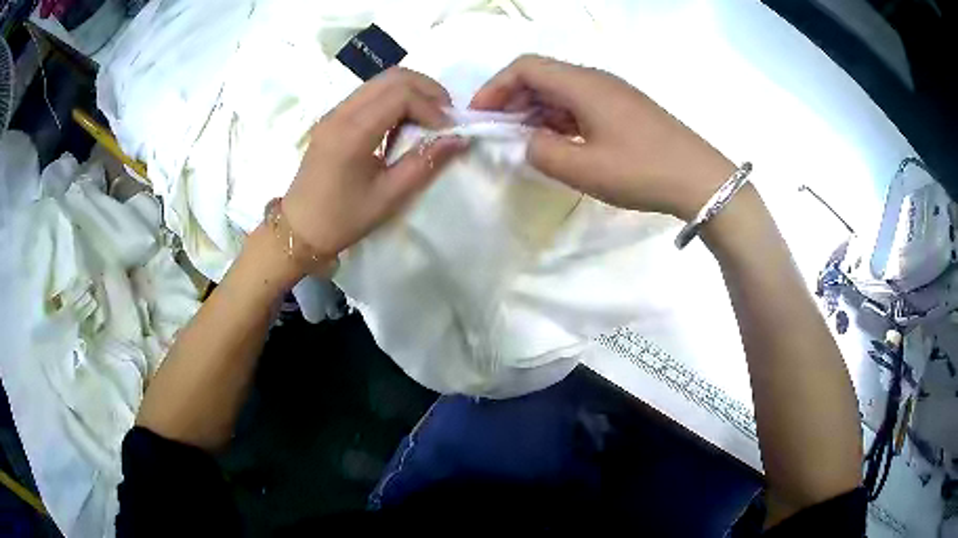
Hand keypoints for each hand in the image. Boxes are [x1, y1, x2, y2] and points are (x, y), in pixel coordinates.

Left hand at [282, 67, 467, 267]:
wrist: (299, 229)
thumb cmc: (342, 219)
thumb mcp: (388, 197)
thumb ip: (424, 163)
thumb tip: (459, 139)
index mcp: (352, 132)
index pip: (401, 94)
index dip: (432, 106)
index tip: (448, 130)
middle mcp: (341, 112)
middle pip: (392, 77)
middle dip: (427, 89)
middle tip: (445, 115)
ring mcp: (334, 112)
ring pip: (381, 81)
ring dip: (411, 91)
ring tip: (429, 118)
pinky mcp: (332, 117)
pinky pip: (369, 93)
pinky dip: (394, 98)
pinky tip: (403, 122)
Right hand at [470, 55, 734, 220]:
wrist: (700, 179)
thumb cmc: (642, 170)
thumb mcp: (584, 168)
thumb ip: (542, 152)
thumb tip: (528, 142)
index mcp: (582, 84)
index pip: (526, 67)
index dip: (495, 86)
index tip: (480, 116)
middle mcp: (595, 80)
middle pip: (542, 75)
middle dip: (512, 99)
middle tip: (498, 132)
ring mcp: (612, 94)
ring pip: (561, 90)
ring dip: (536, 110)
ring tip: (524, 141)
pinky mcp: (623, 109)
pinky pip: (580, 104)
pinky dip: (559, 118)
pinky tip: (558, 142)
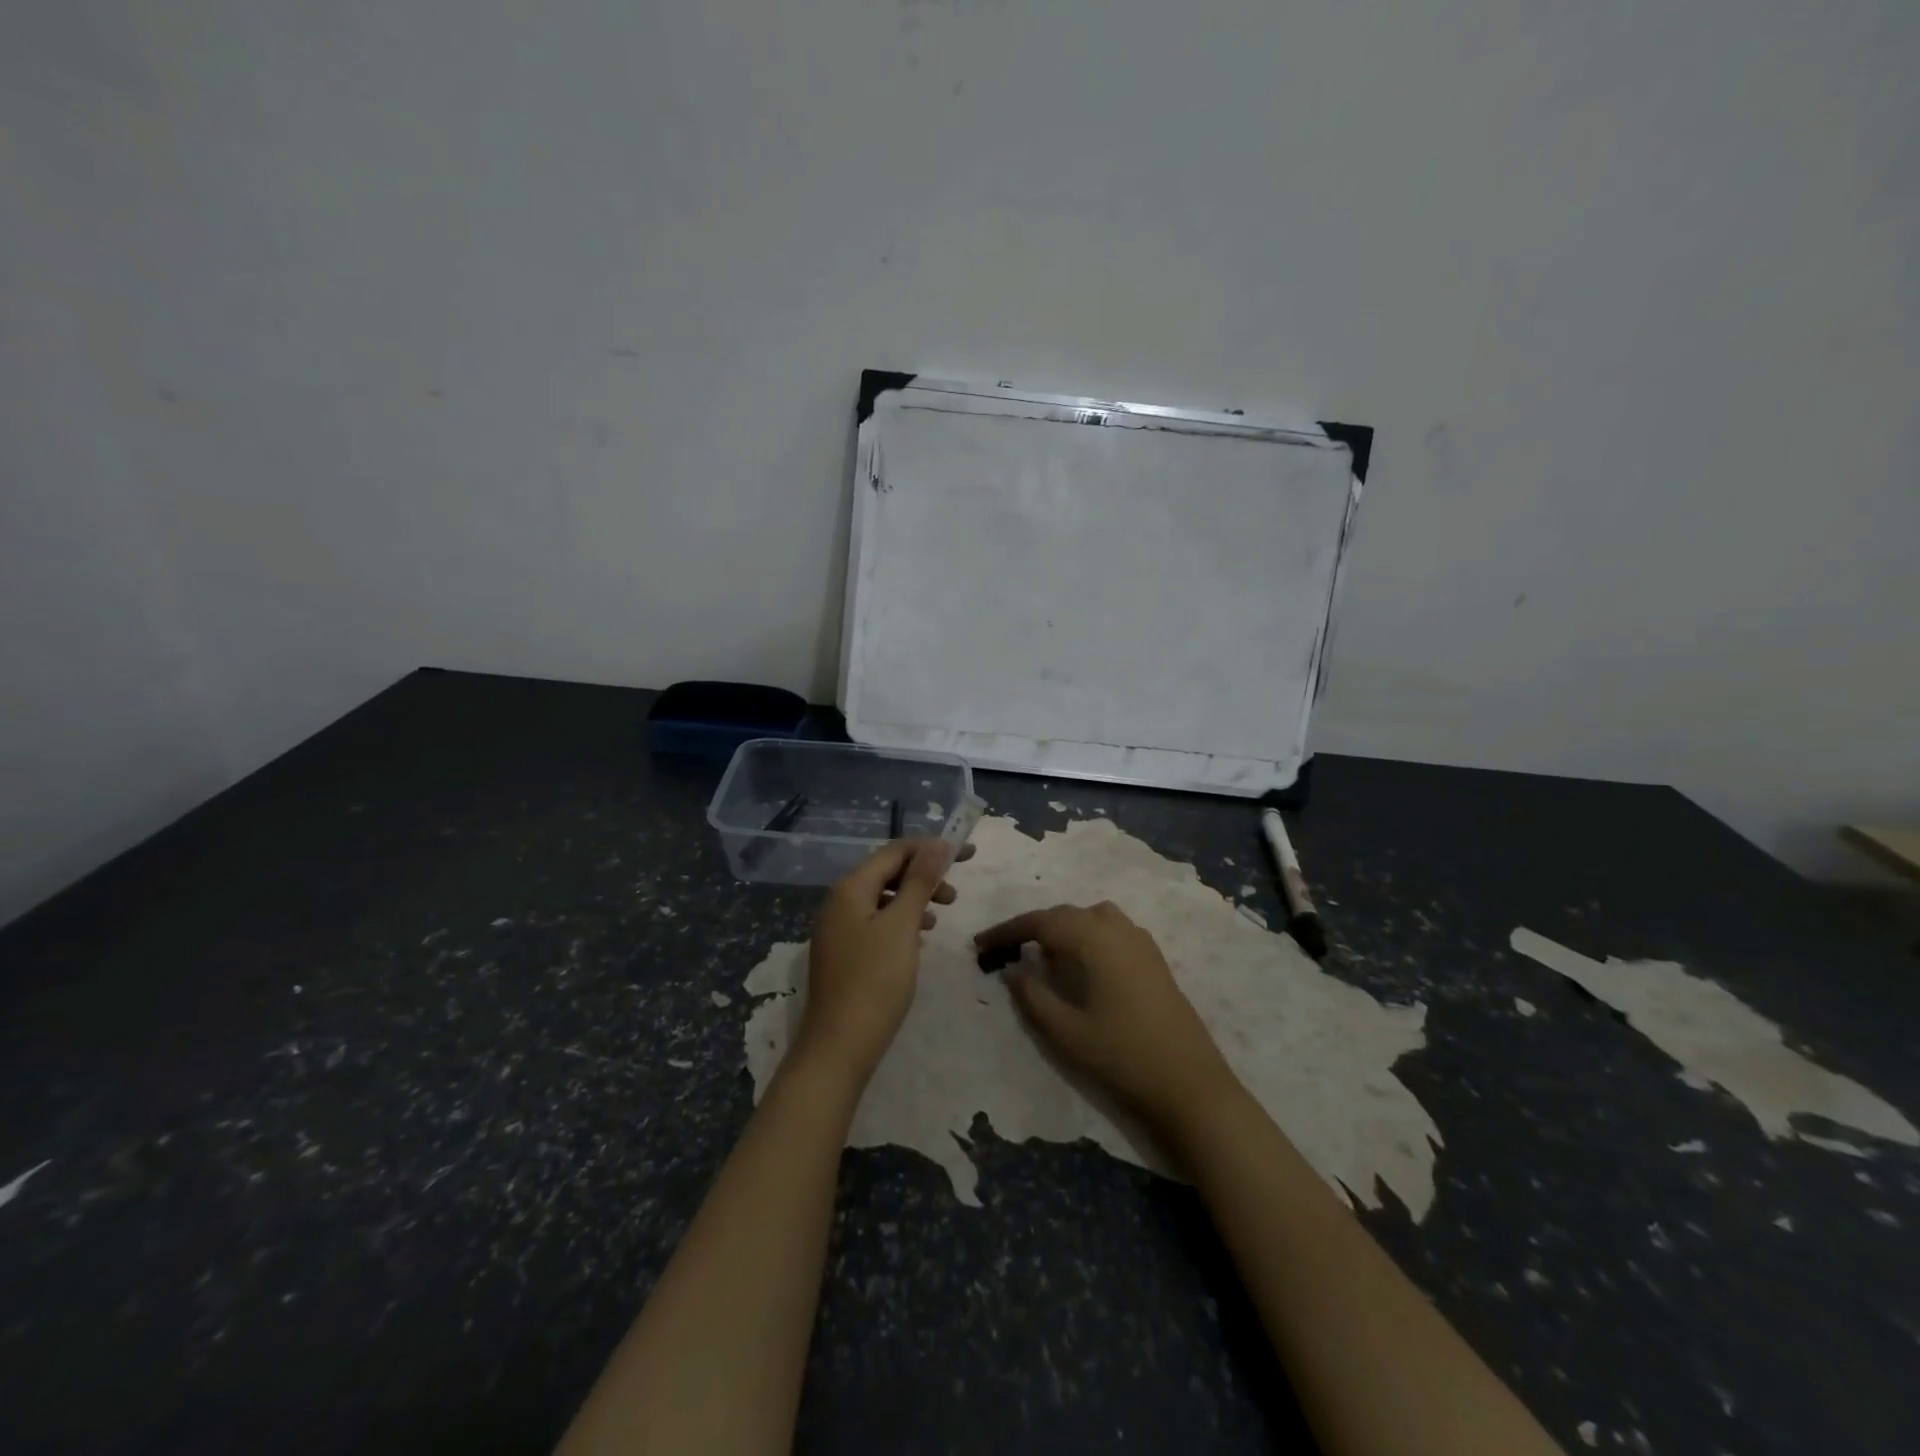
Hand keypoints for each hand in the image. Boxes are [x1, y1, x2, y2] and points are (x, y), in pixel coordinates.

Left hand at [797, 838, 965, 1088]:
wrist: (839, 1047)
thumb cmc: (875, 981)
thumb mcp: (902, 926)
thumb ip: (920, 882)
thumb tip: (937, 844)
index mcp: (850, 888)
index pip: (894, 851)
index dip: (931, 849)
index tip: (967, 855)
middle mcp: (839, 901)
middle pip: (887, 872)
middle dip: (924, 875)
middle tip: (956, 893)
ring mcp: (838, 928)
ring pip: (883, 899)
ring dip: (914, 899)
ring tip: (941, 915)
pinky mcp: (844, 953)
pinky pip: (876, 922)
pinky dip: (901, 921)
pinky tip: (918, 939)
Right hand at [975, 901, 1237, 1131]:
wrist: (1191, 1086)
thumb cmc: (1123, 1058)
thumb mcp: (1066, 1032)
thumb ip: (1033, 996)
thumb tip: (1013, 969)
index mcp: (1095, 939)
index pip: (1042, 922)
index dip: (1008, 931)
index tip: (981, 944)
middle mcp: (1119, 930)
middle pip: (1067, 915)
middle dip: (1034, 928)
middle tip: (1006, 951)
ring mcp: (1141, 943)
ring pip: (1092, 918)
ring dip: (1064, 929)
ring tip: (1045, 956)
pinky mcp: (1154, 960)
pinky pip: (1112, 931)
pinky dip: (1089, 936)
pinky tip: (1083, 966)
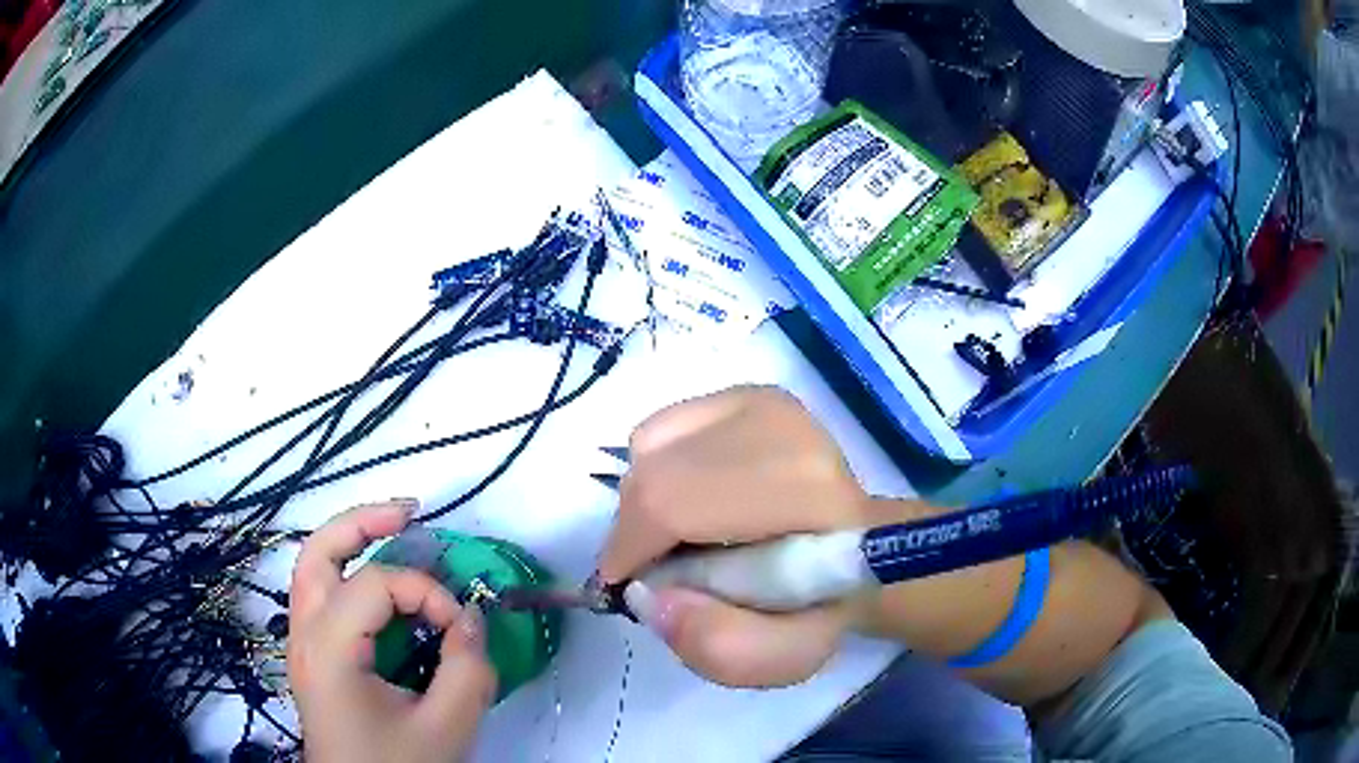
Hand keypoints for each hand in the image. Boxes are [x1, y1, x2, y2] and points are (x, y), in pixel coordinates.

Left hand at [288, 501, 494, 762]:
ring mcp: (302, 644)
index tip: (462, 627)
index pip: (375, 585)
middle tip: (410, 514)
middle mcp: (304, 635)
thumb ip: (467, 670)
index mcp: (329, 649)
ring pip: (313, 568)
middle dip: (364, 523)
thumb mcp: (446, 728)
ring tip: (395, 533)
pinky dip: (350, 577)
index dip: (426, 593)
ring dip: (351, 543)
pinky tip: (382, 590)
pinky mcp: (312, 656)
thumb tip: (471, 619)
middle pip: (318, 551)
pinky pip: (323, 596)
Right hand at [599, 386, 870, 687]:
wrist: (854, 545)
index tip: (625, 585)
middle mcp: (781, 426)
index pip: (676, 503)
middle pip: (653, 472)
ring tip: (686, 537)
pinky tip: (694, 496)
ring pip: (648, 448)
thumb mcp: (785, 655)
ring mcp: (760, 401)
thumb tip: (648, 597)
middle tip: (655, 570)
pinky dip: (655, 469)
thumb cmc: (821, 604)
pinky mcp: (742, 392)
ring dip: (647, 503)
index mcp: (806, 491)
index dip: (631, 548)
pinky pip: (658, 430)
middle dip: (634, 531)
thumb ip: (720, 647)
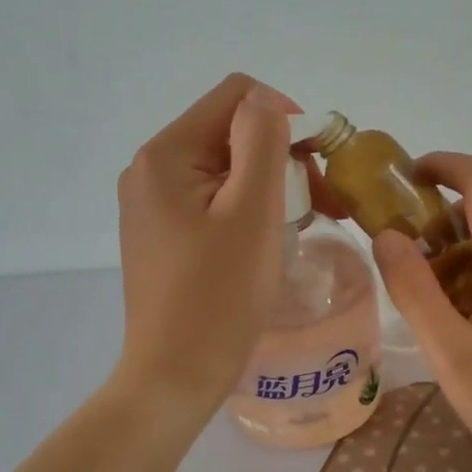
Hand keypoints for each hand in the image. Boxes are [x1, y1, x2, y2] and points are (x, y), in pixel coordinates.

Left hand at [114, 74, 294, 413]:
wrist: (175, 375)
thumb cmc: (220, 295)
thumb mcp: (252, 210)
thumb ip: (262, 140)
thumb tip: (266, 102)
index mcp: (165, 154)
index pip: (236, 96)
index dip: (285, 117)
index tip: (317, 166)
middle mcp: (149, 170)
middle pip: (229, 132)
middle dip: (281, 157)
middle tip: (322, 204)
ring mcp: (151, 205)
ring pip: (224, 168)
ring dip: (269, 185)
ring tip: (298, 225)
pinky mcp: (160, 235)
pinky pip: (211, 200)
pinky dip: (246, 209)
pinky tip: (265, 241)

**TASK STATEMENT**
Scan the material and collect every line that contains "hand".

**EXERCISE RESPONSE**
Hand keypoints for each hand in the image. Boxes are [x1, y1, x2, y2] and points are (x, y), in pixel coordinates.
Left hand at [282, 67, 467, 267]:
Right hand at [470, 55, 734, 220]:
Hand keypoints for each hand in the image. Boxes are [x1, y1, x2, y2] and points are (x, y), in pixel coordinates.
Left hand at [797, 838, 965, 1088]:
Right hand at [975, 901, 1237, 1131]:
Hand keypoints for each hand in the image. Boxes are [x1, y1, x2, y2] and points are (x, y), in pixel coordinates.
Left hand at [288, 501, 494, 762]:
Right hand at [599, 386, 870, 687]:
Hand keypoints for each hand in the image. Boxes are [x1, y1, x2, y2] and points are (x, y), in pixel coordinates.
Left hand at [114, 74, 294, 413]:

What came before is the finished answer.